Jack Wolfskin has a history of aggressive legal action related to its paw print logo. In 2002, it succeeded in prohibiting the taz newspaper from using a paw print design on merchandise designed for outdoor use on the grounds that the taz logo designed in 1978 was not registered as a trademark, whereas the Jack Wolfskin logo was registered in 1982. This led to many people boycotting its products.

In October 2009, Jack Wolfskin's lawyers sent demands for damage payments to handicraft hobbyists who had used paw designs in their creations, irrespective of whether the paw design was of a wolf, cat or other animal. This prompted a backlash in online forums for handicrafts and bloggers documenting corporate behaviour, outraged at the bullying tactics used by a large firm against individual hobbyists with barely measurable income through clothing and no intention to mimic Jack Wolfskin goods. The protest reached national news media in Germany. A blunt refusal to back down by Jack Wolfskin led to calls to boycott their products in several online communities in Germany and abroad. As the impact of the negative publicity became apparent, Jack Wolfskin later issued a press release to indicate they would in future open dialog directly with people it suspected of breaching its copyright, rather than sending damage payment demands as the first contact.

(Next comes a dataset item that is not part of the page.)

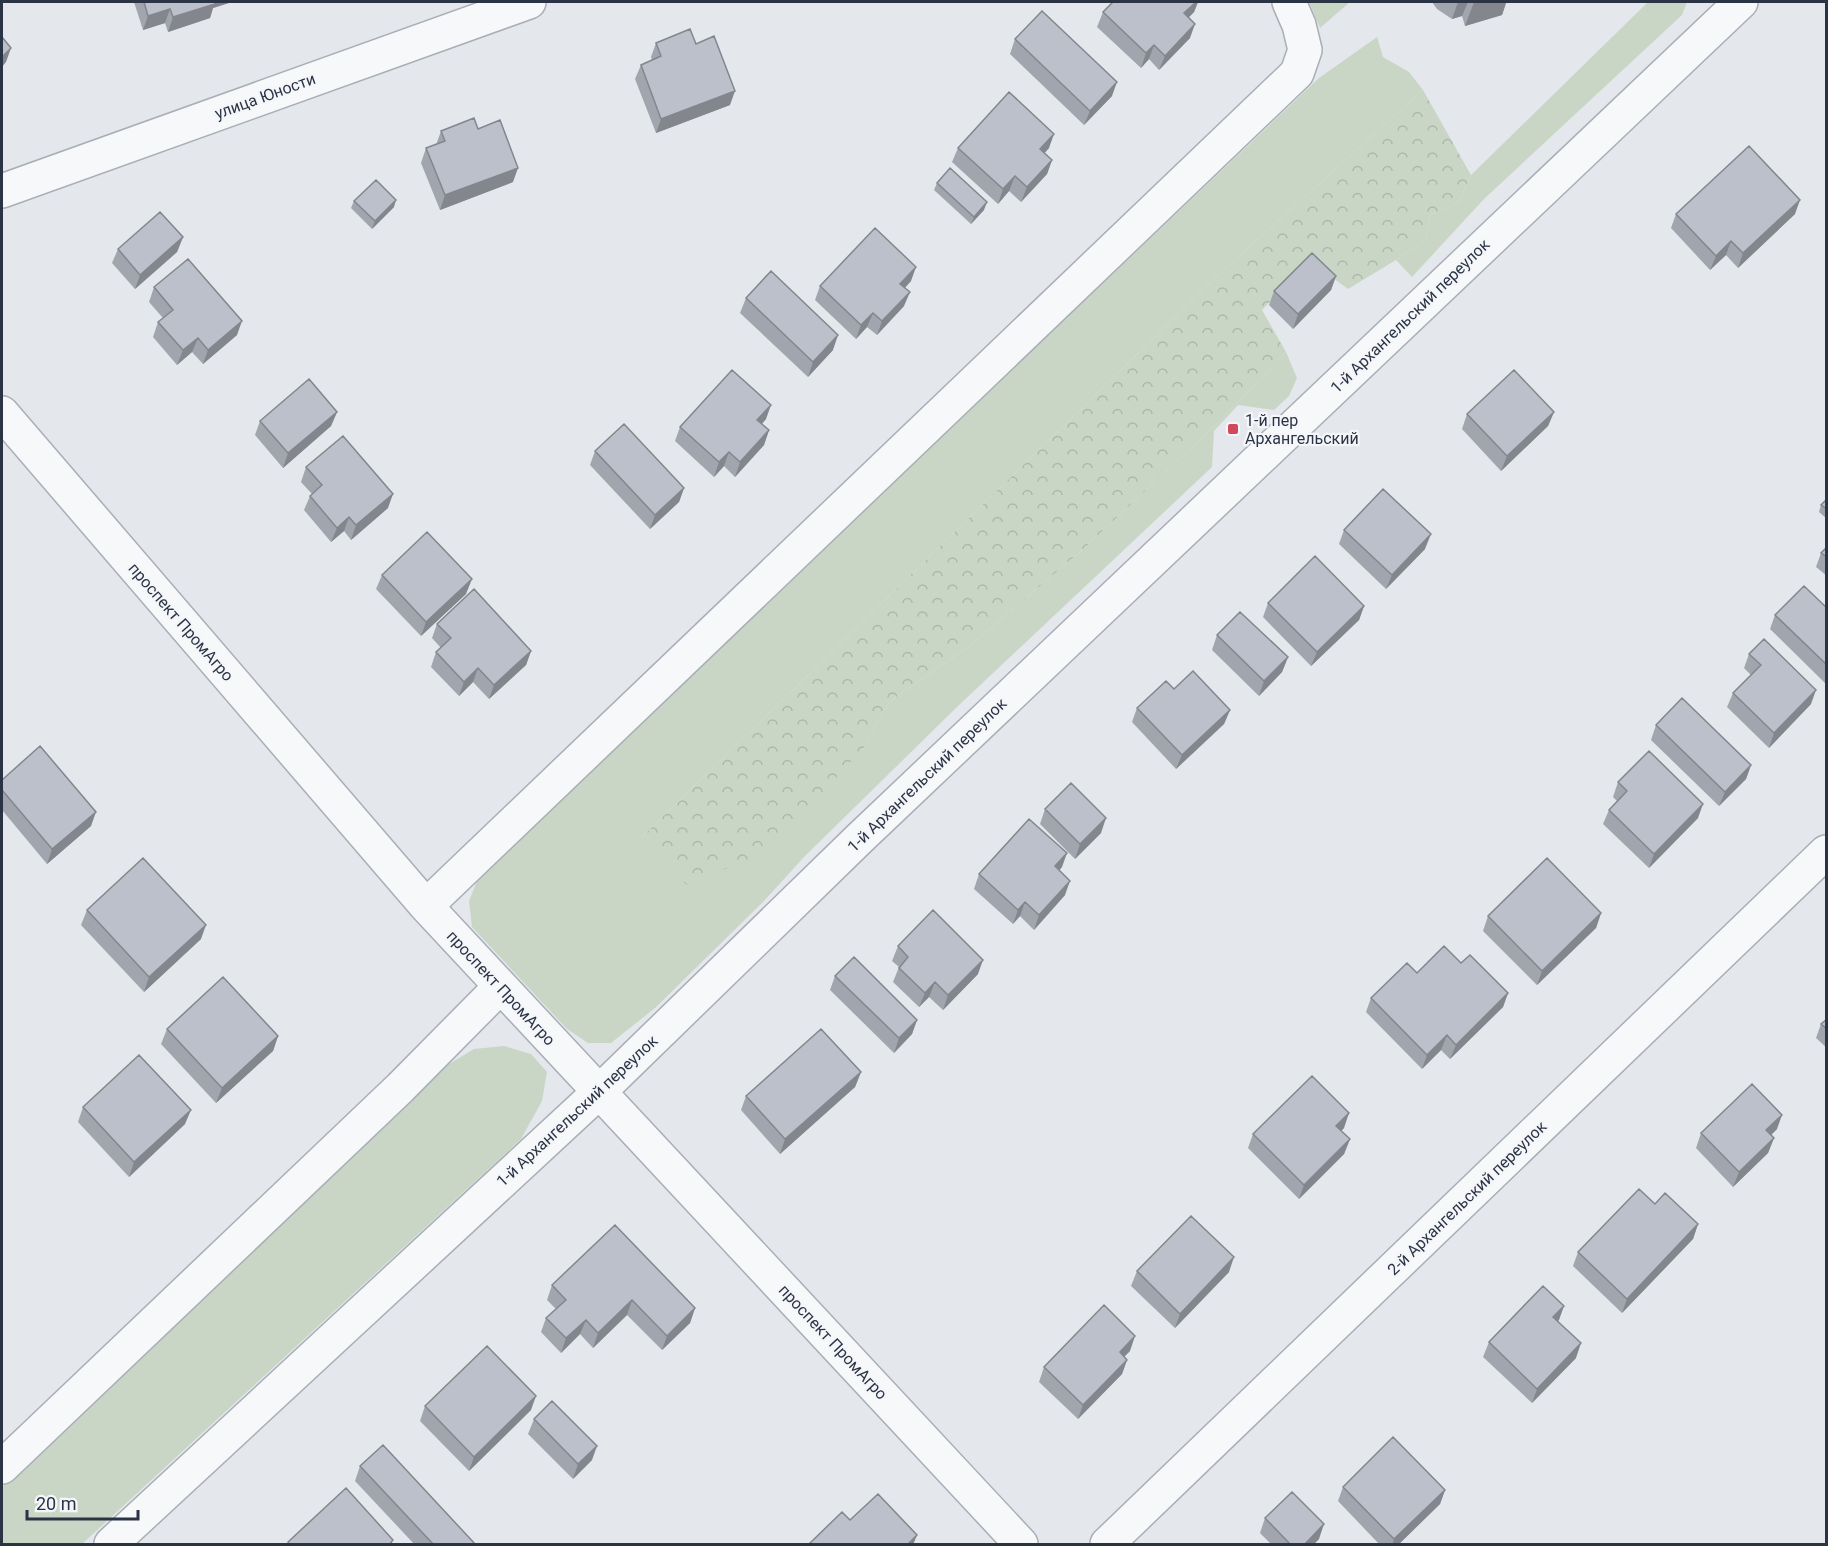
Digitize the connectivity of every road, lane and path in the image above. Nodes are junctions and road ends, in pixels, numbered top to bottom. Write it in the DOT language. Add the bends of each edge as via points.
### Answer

In November 2009, Jack Wolfskin threatened the Dutch company Bearwear, a clothing supplier to the gay bear scene, with legal action causing it to suspend its European web shop and generating ill-feelings to Jack Wolfskin with its customers. This was eventually resolved, allowing Bearwear to continue trading with its logo that incorporates a bear paw print.

On 19 December 2011, the Civic Association Dog Soul from Slovakia (a non-profit organization) received an e-mail with a copy of a letter from an attorney and patent office representing the Jack Wolfskin Ausrüstung für Draussen GmbH & Co. KGaA company. Simultaneously - without any valid court decision - they directly accused them of violating trademark property rights.

== Sponsorship ==
In August 2010, Jack Wolfskin signed a 3-year deal to sponsor the English football club Liverpool FC, in a chance to increase its exposure in the UK. In April 2013, Liverpool FC and Jack Wolfskin announced a 3-year extension of their partnership deal.

Jack Wolfskin have previously been sponsors of the FIS Alpine Ski World Cup.